● WORK TO BE COMPLETED: Please repeat the listing in its entirety, without any alteration.

● DATASET RECORDS:
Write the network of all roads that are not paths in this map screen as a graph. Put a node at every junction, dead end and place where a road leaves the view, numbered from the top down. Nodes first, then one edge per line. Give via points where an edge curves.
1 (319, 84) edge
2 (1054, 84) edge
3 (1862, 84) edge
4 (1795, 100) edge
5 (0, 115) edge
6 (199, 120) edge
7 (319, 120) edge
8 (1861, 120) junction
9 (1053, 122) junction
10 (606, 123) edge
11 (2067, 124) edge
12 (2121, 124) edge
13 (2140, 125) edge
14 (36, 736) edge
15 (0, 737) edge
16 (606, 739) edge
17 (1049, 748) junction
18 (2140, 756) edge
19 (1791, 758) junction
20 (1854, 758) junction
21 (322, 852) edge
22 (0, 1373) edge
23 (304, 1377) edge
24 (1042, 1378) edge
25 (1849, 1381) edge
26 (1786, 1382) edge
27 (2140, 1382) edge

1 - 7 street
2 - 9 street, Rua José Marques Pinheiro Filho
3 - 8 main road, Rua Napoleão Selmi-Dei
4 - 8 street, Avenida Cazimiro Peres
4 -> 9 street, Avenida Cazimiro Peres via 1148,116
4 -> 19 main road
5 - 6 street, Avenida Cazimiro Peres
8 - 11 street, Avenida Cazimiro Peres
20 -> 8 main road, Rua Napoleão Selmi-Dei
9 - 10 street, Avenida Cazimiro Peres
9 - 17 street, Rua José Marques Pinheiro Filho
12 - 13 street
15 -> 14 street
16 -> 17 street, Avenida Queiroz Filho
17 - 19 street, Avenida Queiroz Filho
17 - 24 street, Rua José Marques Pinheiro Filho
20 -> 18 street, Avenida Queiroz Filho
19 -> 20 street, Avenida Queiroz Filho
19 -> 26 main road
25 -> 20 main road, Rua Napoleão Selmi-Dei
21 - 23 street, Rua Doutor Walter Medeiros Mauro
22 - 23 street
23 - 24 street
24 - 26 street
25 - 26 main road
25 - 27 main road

● OUTPUT:
Write the network of all roads that are not paths in this map screen as a graph. Put a node at every junction, dead end and place where a road leaves the view, numbered from the top down. Nodes first, then one edge per line. Give via points where an edge curves.
1 (319, 84) edge
2 (1054, 84) edge
3 (1862, 84) edge
4 (1795, 100) edge
5 (0, 115) edge
6 (199, 120) edge
7 (319, 120) edge
8 (1861, 120) junction
9 (1053, 122) junction
10 (606, 123) edge
11 (2067, 124) edge
12 (2121, 124) edge
13 (2140, 125) edge
14 (36, 736) edge
15 (0, 737) edge
16 (606, 739) edge
17 (1049, 748) junction
18 (2140, 756) edge
19 (1791, 758) junction
20 (1854, 758) junction
21 (322, 852) edge
22 (0, 1373) edge
23 (304, 1377) edge
24 (1042, 1378) edge
25 (1849, 1381) edge
26 (1786, 1382) edge
27 (2140, 1382) edge

1 - 7 street
2 - 9 street, Rua José Marques Pinheiro Filho
3 - 8 main road, Rua Napoleão Selmi-Dei
4 - 8 street, Avenida Cazimiro Peres
4 -> 9 street, Avenida Cazimiro Peres via 1148,116
4 -> 19 main road
5 - 6 street, Avenida Cazimiro Peres
8 - 11 street, Avenida Cazimiro Peres
20 -> 8 main road, Rua Napoleão Selmi-Dei
9 - 10 street, Avenida Cazimiro Peres
9 - 17 street, Rua José Marques Pinheiro Filho
12 - 13 street
15 -> 14 street
16 -> 17 street, Avenida Queiroz Filho
17 - 19 street, Avenida Queiroz Filho
17 - 24 street, Rua José Marques Pinheiro Filho
20 -> 18 street, Avenida Queiroz Filho
19 -> 20 street, Avenida Queiroz Filho
19 -> 26 main road
25 -> 20 main road, Rua Napoleão Selmi-Dei
21 - 23 street, Rua Doutor Walter Medeiros Mauro
22 - 23 street
23 - 24 street
24 - 26 street
25 - 26 main road
25 - 27 main road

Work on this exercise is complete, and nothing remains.